Try as he might, the reader couldn't find anyone at Adobe who would offer a better solution. "I was forwarded to tech support who determined there was no workaround for this problem," the reader wrote. "Tech support's only suggestion was to purchase a volume license disk, since it does not have the activation 'feature.' They forwarded me to sales. The sales department would sell me a volume license CD, but I would have to pay a full volume license fee even though I only want one working copy. I asked for a supervisor and, after discussing the problem, he stated that I was not the first person to have this issue. He escalated the issue to 'upper management.' Two days later I was informed there was no solution for this issue. How frustrating."

Indeed. It would also appear that the RAID array problem is one Adobe could have anticipated from its previous experience with product activation in Photoshop CS. An Adobe support page on "Troubleshooting Activation Errors for Photoshop" notes that one may be required to ...

"Reinstall Photoshop on a single hard disk.
Running Photoshop on a RAID array may cause activation problems. Although RAID levels can be configured to perform as expected with Windows installed, Photoshop activation requires a level of data integrity that the RAID software or configuration may not deliver. If you installed Photoshop on a RAID array and Photoshop returns activation errors, reinstall and activate Photoshop on a single hard disk, on which Windows is installed, that is separate from the disk array."

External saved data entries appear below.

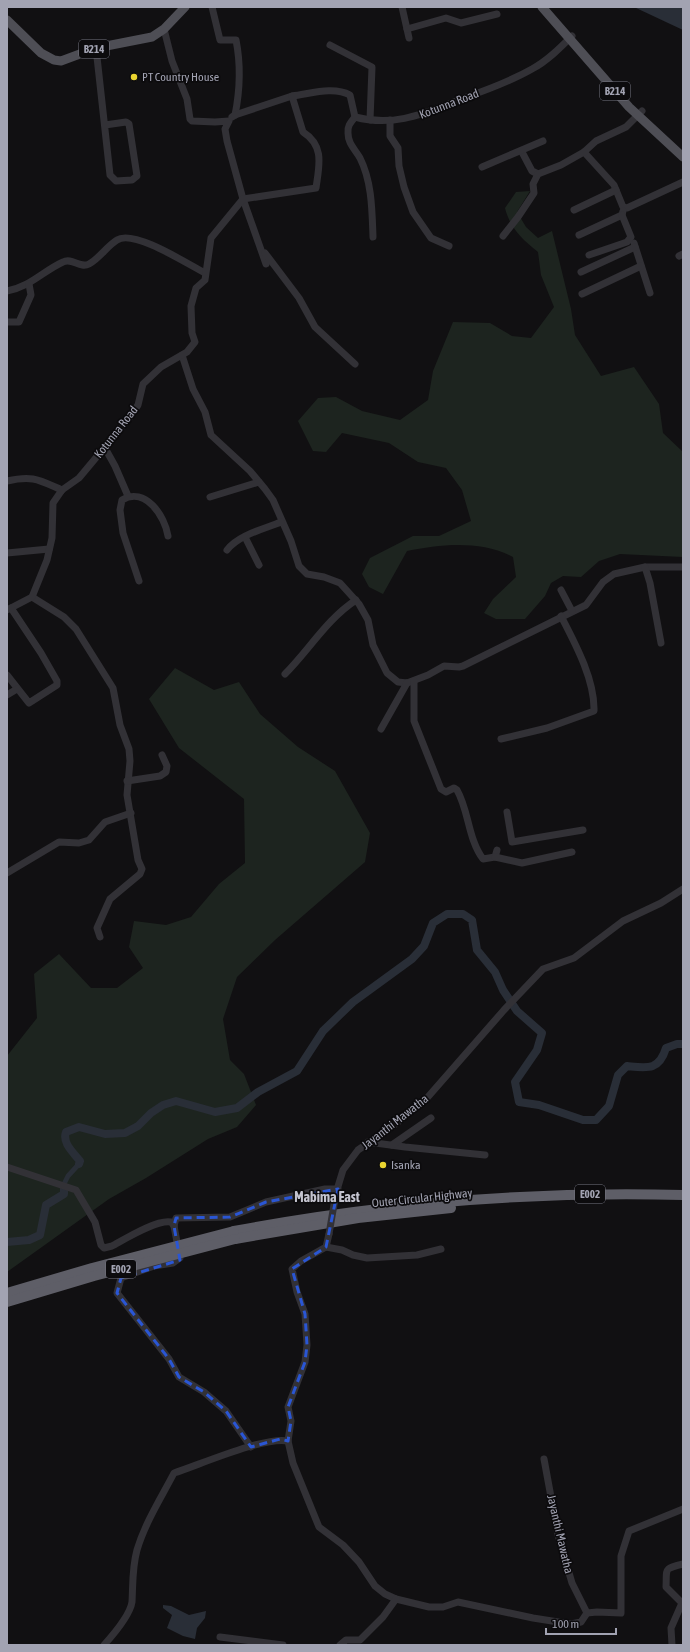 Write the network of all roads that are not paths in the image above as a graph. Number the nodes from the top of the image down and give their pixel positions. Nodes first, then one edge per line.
1 (185, 7) edge
2 (212, 7) edge
3 (402, 7) edge
4 (542, 7) edge
5 (497, 14) dead end
6 (7, 20) edge
7 (164, 29) junction
8 (407, 30) junction
9 (571, 37) junction
10 (409, 38) dead end
11 (330, 45) dead end
12 (96, 48) junction
13 (292, 96) junction
14 (640, 113) junction
15 (235, 115) junction
16 (355, 117) junction
17 (370, 120) junction
18 (390, 120) junction
19 (229, 121) junction
20 (105, 125) junction
21 (543, 142) dead end
22 (683, 148) edge
23 (522, 152) junction
24 (584, 152) junction
25 (683, 156) edge
26 (482, 168) dead end
27 (538, 174) junction
28 (683, 182) edge
29 (616, 190) junction
30 (242, 199) junction
31 (624, 207) junction
32 (574, 210) dead end
33 (622, 215) junction
34 (255, 235) junction
35 (579, 235) dead end
36 (503, 236) dead end
37 (373, 237) dead end
38 (631, 237) junction
39 (449, 246) dead end
40 (635, 247) junction
41 (590, 256) dead end
42 (266, 264) dead end
43 (641, 266) junction
44 (205, 272) junction
45 (581, 272) dead end
46 (29, 284) junction
47 (7, 291) edge
48 (650, 292) dead end
49 (582, 294) dead end
50 (7, 322) edge
51 (182, 355) junction
52 (354, 364) dead end
53 (105, 448) junction
54 (7, 481) edge
55 (259, 482) junction
56 (62, 490) junction
57 (128, 496) junction
58 (210, 496) dead end
59 (281, 522) junction
60 (168, 536) dead end
61 (245, 537) junction
62 (49, 549) junction
63 (227, 550) dead end
64 (7, 553) edge
65 (259, 564) dead end
66 (645, 567) junction
67 (683, 567) edge
68 (139, 581) dead end
69 (561, 590) dead end
70 (32, 597) junction
71 (356, 600) junction
72 (9, 609) edge
73 (572, 611) junction
74 (561, 616) junction
75 (662, 643) dead end
76 (285, 674) dead end
77 (7, 675) edge
78 (410, 682) junction
79 (16, 689) junction
80 (7, 695) edge
81 (381, 729) dead end
82 (501, 739) dead end
83 (162, 755) dead end
84 (127, 781) junction
85 (508, 812) dead end
86 (131, 813) junction
87 (583, 830) dead end
88 (572, 852) dead end
89 (7, 873) edge
90 (683, 889) edge
91 (100, 937) dead end
92 (431, 1118) dead end
93 (368, 1142) junction
94 (392, 1145) junction
95 (485, 1155) dead end
96 (7, 1168) edge
97 (337, 1191) junction
98 (683, 1195) edge
99 (498, 1201) junction
100 (683, 1202) edge
101 (174, 1226) junction
102 (235, 1235) junction
103 (326, 1246) junction
104 (441, 1249) dead end
105 (7, 1293) edge
106 (7, 1302) edge
107 (288, 1441) junction
108 (252, 1447) junction
109 (544, 1459) dead end
110 (683, 1509) edge
111 (683, 1564) edge
112 (396, 1599) junction
113 (683, 1603) edge
114 (587, 1613) junction
115 (220, 1637) dead end
116 (104, 1645) edge
117 (283, 1645) edge
118 (340, 1645) edge
119 (672, 1645) edge

1 - 7 main road, B214
2 - 15 street
3 - 8 street
4 - 9 main road, B214
5 - 8 street
6 - 12 main road, B214
7 - 12 main road, B214
7 - 19 street
8 - 10 street
9 - 14 main road, B214
9 - 18 street, Kotunna Road
11 - 17 street
12 - 20 street
13 - 15 street
13 - 16 street
13 - 30 street
14 - 22 main road, B214
14 - 24 street
14 - 25 main road, B214
15 - 19 street
16 - 17 street, Kotunna Road
16 - 37 street
17 - 18 street, Kotunna Road
18 - 39 street
19 - 30 street
20 - 20 street
21 - 23 street
23 - 26 street
23 - 27 street
24 - 27 street
24 - 29 street
27 - 36 street
28 - 31 street
29 - 31 street
29 - 32 street
30 - 34 street
30 - 44 street, Kotunna Road
31 - 33 street
33 - 35 street
33 - 38 street
34 - 42 street
34 - 52 street
38 - 40 street
38 - 41 street
40 - 43 street
40 - 45 street
43 - 48 street
43 - 49 street
44 - 46 street
44 - 51 street, Kotunna Road
46 - 47 street
46 - 50 street
51 - 53 street, Kotunna Road
51 - 55 street
53 - 56 street, Kotunna Road
53 - 57 street
54 - 56 street
55 - 58 street
55 - 59 street
56 - 62 street, Kotunna Road
57 - 60 street
57 - 68 street
59 - 61 street
59 - 71 street
61 - 63 street
61 - 65 street
62 - 64 street
62 - 70 street, Kotunna Road
66 - 67 street
66 - 73 street
66 - 75 street
69 - 73 street
70 - 72 street
70 - 84 street
71 - 76 street
71 - 78 street
72 - 79 street
73 - 74 street
74 - 78 street
74 - 82 street
77 - 79 street
78 - 81 street
78 - 88 street
79 - 80 street
83 - 84 street
84 - 86 street
85 - 87 street
86 - 89 street
86 - 91 street
90 - 93 street, Jayanthi Mawatha
92 - 94 street
93 - 94 street
93 - 97 street, Jayanthi Mawatha
94 - 95 street
96 - 101 street
97 - 101 street
97 - 103 street, Jayanthi Mawatha, bridge
98 - 99 highway, Outer Circular Highway / E002
99 - 100 highway, Outer Circular Highway / E002
99 - 102 highway, Outer Circular Highway / E002
101 - 108 street
102 - 105 highway, Outer Circular Highway / E002, bridge
102 - 106 highway, Outer Circular Highway / E002, bridge
103 - 104 street
103 - 107 street
107 - 108 street
107 - 112 street
108 - 116 street
109 - 114 street, Jayanthi Mawatha
110 - 114 street
111 - 113 street
112 - 114 street
112 - 118 street
113 - 119 street
115 - 117 street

The reader finally demanded a refund for what he'd paid for Acrobat 7, and Adobe told him he should have it ... after 60 days of processing. But it still bothers him that he would be treated like a thief because of the storage technology he uses. "My frustration with the whole process was with their confidence that their activation process is such that the 'Activation Center' assumes the software is being installed on several machines," he wrote. "I believe Adobe should do the following: 1. Place a note or warning on the order page concerning using RAID with their products. If such existed I would not have purchased the product. 2. Inform the Activation Center staff that they should ask if the product is installed on a RAID drive set and, if so, not ACCUSE the caller of multiple installations of the product. 3. Provide a workaround for users such as myself. More and more motherboards have embedded RAID controllers, so this activation issue is not going to go away. I am very disappointed that the only workaround Adobe can currently offer is to install on a non-RAID hard drive."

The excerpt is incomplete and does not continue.